Männer, die bei körperlicher Belastung ein Engegefühl im Herzbereich entwickeln - medizinisch als Angina pectoris bezeichnet - brauchen meist nicht auf Geschlechtsverkehr zu verzichten. Wenn Ihre Herzerkrankung ausreichend behandelt und stabilisiert ist und Arzneimittelwechselwirkungen beachtet werden, können sie in der Regel gegen Erektionsstörungen Sildenafil einnehmen. Denn das Medikament verringert die körperliche Belastbarkeit dieser Patientengruppe nicht.

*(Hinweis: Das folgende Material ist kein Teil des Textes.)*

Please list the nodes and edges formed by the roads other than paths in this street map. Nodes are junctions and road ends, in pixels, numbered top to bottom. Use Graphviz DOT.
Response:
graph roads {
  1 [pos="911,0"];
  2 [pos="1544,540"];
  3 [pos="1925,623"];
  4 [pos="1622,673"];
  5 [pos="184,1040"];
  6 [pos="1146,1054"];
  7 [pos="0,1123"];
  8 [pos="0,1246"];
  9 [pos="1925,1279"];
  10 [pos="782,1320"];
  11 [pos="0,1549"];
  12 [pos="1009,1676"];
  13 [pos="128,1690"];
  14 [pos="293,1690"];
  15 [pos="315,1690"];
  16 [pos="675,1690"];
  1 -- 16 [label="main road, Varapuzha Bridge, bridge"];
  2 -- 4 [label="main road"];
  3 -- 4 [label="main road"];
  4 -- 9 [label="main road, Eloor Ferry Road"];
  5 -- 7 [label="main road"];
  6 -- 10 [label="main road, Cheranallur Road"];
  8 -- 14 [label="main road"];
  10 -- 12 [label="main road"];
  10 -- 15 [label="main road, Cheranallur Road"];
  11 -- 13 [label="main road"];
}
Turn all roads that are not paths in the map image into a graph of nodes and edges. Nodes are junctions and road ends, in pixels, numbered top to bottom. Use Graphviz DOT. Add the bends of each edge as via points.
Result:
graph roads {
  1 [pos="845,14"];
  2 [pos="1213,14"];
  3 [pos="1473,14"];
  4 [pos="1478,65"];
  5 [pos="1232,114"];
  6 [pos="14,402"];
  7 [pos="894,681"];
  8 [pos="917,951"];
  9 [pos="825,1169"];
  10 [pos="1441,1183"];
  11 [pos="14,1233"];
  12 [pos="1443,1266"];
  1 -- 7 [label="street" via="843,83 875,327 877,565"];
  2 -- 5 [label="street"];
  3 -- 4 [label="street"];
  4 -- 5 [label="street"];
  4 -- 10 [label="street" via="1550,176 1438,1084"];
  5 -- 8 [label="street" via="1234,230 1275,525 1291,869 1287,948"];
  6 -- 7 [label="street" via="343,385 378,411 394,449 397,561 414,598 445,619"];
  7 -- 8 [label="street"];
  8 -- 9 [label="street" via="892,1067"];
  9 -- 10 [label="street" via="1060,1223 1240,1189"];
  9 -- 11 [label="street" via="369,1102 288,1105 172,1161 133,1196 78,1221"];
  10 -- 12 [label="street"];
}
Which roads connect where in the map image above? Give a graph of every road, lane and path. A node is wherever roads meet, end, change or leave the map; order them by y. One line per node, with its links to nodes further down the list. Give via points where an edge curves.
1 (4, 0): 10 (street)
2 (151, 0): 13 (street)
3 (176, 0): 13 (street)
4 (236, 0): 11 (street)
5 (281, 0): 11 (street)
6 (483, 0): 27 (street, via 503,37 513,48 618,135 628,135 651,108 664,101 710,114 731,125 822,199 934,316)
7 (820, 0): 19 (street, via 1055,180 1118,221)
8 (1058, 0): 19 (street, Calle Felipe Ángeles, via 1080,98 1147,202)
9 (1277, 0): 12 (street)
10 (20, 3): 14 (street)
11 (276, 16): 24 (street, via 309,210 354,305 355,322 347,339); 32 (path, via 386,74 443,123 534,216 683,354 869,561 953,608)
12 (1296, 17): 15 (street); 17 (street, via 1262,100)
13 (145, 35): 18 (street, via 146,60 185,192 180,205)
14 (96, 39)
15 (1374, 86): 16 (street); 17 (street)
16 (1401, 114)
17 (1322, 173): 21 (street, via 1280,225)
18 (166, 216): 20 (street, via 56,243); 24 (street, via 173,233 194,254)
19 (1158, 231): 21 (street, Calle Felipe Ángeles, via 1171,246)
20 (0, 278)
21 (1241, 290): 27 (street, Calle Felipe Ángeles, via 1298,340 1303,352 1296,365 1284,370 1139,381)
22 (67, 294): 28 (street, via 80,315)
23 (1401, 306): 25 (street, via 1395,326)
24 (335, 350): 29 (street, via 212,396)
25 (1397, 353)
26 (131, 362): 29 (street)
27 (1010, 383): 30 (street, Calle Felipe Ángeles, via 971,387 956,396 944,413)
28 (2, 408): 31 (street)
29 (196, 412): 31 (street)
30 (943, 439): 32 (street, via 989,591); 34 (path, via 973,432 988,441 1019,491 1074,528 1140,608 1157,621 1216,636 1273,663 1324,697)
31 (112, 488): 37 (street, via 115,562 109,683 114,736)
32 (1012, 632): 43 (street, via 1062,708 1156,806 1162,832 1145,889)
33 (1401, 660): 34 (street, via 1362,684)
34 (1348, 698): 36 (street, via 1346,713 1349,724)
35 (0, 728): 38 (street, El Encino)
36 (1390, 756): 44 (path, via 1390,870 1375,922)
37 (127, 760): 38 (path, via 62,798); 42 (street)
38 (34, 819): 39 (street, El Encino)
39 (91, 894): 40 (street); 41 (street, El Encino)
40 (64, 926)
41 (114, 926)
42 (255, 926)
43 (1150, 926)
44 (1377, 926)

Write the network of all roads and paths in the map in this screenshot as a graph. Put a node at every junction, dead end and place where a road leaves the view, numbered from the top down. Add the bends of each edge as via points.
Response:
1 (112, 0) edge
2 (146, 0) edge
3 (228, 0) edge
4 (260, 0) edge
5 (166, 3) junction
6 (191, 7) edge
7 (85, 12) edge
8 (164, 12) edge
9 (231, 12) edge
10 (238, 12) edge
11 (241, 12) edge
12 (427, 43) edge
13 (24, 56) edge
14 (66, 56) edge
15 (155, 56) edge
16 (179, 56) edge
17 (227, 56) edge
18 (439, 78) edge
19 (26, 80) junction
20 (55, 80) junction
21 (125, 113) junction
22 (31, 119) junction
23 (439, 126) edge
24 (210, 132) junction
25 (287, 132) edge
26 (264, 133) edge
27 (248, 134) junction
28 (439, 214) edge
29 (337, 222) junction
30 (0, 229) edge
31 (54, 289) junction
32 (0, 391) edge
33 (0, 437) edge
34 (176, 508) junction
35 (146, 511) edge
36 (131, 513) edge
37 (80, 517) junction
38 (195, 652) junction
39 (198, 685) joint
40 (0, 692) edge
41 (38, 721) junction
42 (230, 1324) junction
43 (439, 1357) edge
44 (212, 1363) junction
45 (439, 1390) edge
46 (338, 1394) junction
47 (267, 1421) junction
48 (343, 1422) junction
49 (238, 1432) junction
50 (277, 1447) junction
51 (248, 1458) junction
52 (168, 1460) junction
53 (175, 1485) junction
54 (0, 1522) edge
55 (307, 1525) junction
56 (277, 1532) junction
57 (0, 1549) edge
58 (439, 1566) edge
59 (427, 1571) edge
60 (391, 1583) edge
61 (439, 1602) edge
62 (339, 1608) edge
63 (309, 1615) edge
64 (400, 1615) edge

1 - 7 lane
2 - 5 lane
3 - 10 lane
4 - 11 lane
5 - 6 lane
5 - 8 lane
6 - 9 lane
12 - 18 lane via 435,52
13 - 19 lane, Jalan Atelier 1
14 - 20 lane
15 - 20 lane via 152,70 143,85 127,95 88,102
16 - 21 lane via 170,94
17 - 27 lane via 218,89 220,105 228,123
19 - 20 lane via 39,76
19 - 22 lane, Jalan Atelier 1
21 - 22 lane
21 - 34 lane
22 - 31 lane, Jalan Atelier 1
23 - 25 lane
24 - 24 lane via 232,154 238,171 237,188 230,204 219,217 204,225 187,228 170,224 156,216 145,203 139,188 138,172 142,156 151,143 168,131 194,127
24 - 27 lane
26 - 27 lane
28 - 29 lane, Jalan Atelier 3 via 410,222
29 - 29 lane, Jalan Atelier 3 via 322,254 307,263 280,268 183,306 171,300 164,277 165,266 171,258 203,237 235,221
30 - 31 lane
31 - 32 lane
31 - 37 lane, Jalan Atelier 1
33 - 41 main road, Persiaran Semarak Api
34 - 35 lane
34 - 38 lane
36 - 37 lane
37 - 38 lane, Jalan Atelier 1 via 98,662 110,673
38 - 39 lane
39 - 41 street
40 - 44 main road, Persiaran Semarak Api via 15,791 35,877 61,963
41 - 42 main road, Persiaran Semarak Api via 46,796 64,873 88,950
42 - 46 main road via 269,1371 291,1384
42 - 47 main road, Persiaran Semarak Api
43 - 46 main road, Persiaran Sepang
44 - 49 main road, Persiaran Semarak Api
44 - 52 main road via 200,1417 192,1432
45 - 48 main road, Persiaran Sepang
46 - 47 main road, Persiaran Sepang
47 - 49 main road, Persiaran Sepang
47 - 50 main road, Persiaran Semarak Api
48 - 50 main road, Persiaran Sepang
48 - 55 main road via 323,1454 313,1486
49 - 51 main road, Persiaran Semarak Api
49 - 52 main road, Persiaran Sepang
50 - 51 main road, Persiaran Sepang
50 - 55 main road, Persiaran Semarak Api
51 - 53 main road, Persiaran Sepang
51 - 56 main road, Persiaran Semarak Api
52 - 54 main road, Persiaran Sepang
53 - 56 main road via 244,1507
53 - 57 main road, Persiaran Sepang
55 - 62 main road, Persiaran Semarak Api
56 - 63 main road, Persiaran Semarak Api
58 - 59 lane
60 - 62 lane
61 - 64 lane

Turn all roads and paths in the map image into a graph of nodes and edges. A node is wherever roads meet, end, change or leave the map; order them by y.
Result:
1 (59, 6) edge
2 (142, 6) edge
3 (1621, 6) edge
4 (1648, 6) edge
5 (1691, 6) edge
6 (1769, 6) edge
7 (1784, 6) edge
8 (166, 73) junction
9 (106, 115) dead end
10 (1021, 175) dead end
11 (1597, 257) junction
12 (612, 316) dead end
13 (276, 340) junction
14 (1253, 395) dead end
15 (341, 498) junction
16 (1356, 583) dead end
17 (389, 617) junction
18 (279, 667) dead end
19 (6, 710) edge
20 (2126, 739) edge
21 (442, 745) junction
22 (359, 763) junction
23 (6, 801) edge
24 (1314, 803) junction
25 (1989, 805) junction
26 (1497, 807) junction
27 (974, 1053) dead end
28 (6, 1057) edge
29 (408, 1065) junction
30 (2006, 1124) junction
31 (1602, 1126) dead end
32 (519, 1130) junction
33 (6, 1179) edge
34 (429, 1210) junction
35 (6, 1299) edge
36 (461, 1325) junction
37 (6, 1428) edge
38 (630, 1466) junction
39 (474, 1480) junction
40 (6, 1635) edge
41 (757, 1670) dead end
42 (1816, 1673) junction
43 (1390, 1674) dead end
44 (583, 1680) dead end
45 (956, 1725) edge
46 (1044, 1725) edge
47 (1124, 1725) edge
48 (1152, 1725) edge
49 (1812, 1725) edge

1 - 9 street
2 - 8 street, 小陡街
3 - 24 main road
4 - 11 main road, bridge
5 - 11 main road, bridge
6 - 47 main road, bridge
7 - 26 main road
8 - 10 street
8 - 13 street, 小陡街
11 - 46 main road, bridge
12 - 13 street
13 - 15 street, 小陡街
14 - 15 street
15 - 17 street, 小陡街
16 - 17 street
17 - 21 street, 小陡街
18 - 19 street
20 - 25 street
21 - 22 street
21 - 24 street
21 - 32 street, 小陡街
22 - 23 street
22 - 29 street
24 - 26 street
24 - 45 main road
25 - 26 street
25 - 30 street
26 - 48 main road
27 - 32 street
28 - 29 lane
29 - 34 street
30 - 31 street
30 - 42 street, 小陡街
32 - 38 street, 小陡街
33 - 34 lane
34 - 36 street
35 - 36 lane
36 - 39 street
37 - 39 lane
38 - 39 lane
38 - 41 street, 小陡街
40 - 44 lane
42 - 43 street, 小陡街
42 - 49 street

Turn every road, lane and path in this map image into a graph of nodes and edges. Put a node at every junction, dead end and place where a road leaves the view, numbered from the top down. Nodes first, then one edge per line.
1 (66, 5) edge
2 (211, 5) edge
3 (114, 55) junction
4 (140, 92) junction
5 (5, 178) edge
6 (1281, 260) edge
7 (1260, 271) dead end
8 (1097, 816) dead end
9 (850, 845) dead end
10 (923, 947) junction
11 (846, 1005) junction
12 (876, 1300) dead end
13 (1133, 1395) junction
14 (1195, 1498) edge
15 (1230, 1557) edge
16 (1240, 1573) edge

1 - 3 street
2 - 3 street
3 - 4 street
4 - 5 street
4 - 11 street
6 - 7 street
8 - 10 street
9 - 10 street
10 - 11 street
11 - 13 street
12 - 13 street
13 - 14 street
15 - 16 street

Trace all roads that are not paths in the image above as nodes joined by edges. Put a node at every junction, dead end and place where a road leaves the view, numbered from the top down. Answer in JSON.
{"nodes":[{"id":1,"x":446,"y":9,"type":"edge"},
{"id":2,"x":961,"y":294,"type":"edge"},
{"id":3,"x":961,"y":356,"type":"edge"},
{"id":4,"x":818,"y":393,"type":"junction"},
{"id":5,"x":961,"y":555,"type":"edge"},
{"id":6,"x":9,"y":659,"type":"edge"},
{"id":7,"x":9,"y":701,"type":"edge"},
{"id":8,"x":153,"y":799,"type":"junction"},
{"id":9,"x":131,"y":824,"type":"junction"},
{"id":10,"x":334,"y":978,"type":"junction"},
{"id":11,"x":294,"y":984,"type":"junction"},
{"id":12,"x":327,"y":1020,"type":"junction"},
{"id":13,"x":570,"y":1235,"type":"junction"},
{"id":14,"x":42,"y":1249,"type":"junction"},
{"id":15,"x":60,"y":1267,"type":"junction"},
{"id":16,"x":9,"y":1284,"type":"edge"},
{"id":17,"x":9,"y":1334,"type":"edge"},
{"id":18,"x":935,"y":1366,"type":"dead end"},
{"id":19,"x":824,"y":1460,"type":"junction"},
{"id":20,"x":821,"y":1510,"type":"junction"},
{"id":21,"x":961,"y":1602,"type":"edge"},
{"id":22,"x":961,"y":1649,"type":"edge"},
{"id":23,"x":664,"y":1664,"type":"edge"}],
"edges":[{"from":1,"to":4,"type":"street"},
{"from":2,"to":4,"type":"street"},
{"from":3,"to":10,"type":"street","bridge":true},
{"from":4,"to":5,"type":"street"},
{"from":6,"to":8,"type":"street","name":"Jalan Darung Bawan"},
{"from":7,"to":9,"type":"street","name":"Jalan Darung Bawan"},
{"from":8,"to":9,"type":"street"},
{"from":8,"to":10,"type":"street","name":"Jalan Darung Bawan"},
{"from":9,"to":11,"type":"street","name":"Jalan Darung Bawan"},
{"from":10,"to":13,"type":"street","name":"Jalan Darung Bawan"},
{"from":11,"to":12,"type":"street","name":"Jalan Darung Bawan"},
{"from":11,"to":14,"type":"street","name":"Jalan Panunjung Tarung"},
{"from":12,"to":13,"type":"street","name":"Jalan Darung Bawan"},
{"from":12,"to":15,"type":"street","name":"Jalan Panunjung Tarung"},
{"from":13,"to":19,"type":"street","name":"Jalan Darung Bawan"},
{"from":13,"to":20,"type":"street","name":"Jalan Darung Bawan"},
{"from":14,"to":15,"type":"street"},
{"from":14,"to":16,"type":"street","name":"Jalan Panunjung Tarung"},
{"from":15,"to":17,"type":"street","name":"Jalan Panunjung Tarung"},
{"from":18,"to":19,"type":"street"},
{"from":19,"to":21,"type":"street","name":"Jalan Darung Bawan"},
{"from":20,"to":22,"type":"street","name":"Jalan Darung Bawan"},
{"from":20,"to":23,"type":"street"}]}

Dieses Ergebnis erbrachte eine Studie, die jetzt bei der Jahrestagung der Amerikanischen Herz-Gesellschaft in Anaheim vorgestellt wurde.
Herz-Kreislauf-Erkrankungen, so auch Angina pectoris, gehen bei Männern häufig mit Erektionsstörungen einher: Sildenafil wurde als wirksames Mittel gegen dieses Problem bekannt. Befürchtungen, das Medikament könnte aber Angina pectoris-Patienten gefährden, wenn sie sich nach der Einnahme körperlich anstrengen, konnten nun widerlegt werden. Der Wirkstoff hat keinen negativen Einfluss auf die körperliche Belastbarkeit bei Männern mit schwerer Verengung der Herzkranzarterien und Erektionsstörungen. So das Fazit von Dr. Kim M. Fox vom Royal Brompton and Harefield Hospital in Großbritannien, Leiter der in Anaheim vorgestellten Untersuchung bei 108 Patienten mit stabiler Angina pectoris.
Die Wissenschaftler untersuchten die Studienteilnehmer hinsichtlich ihrer körperlichen Belastungsgrenze. Dazu wurden diese einem maximalen Belastungstest auf einem Laufband unterzogen. Rund die Hälfte der Patienten erhielt vor dem Test die Höchstdosis von 100 mg Sildenafil, dem Rest wurde Placebo, ein wirkstofffreies Scheinpräparat, verabreicht. Dokumentiert wurde der Zeitraum vom Start des Belastungstestes bis zum Auftreten von Brustschmerzen, die zum Abbruch der Anstrengung zwangen. Unter dem Einfluss des Arzneimittels waren die Studienteilnehmer sogar etwas länger belastbar, als die Patienten ohne Medikation. Dieser Zugewinn an körperlicher Belastungsfähigkeit lässt sich durch die leicht gefäßerweiternde Wirkung des Wirkstoffes auf die Herzkranzarterien und die damit verbundene verbesserte Sauerstoffversorgung des Herzens erklären.
Die Testbelastung lag im Vergleich zum Geschlechtsverkehr etwa doppelt so hoch. Da unter Studienbedingungen weder Herzrhythmusstörungen noch Herzinfarkte beobachtet wurden, bilanzierte Prof. Dr. med. Michael Böhm, Direktor der Medizinischen Klinik und Poliklinik, Innere Medizin III, der Universitätskliniken des Saarlandes in Homburg /Saar: „Damit sind die Ergebnisse dieser Studie für die Beratung stabiler Angina-Patienten mit Erektionsstörungen sehr hilfreich, da sie zeigen, dass diese Patientengruppe in aller Regel Sildenafil anwenden kann.” Dies müsse den Patienten im Gespräch vermittelt werden, denn gerade herzkranke Männer, aber auch deren Frauen, überschätzten häufig die Belastung für das Herz durch den Sexualverkehr.
Sildenafil ist ein verschreibungspflichtiges Medikament und darf nur entsprechend der Therapieempfehlungen eingenommen werden. Männer, denen von sexueller Aktivität abzuraten ist, zum Beispiel Patienten mit schweren Herz-Kreislauf-Erkrankungen, dürfen Sildenafil nicht einnehmen; ebenso Patienten, die Medikamente aus der Gruppe der Nitrate oder NO-Donatoren einnehmen.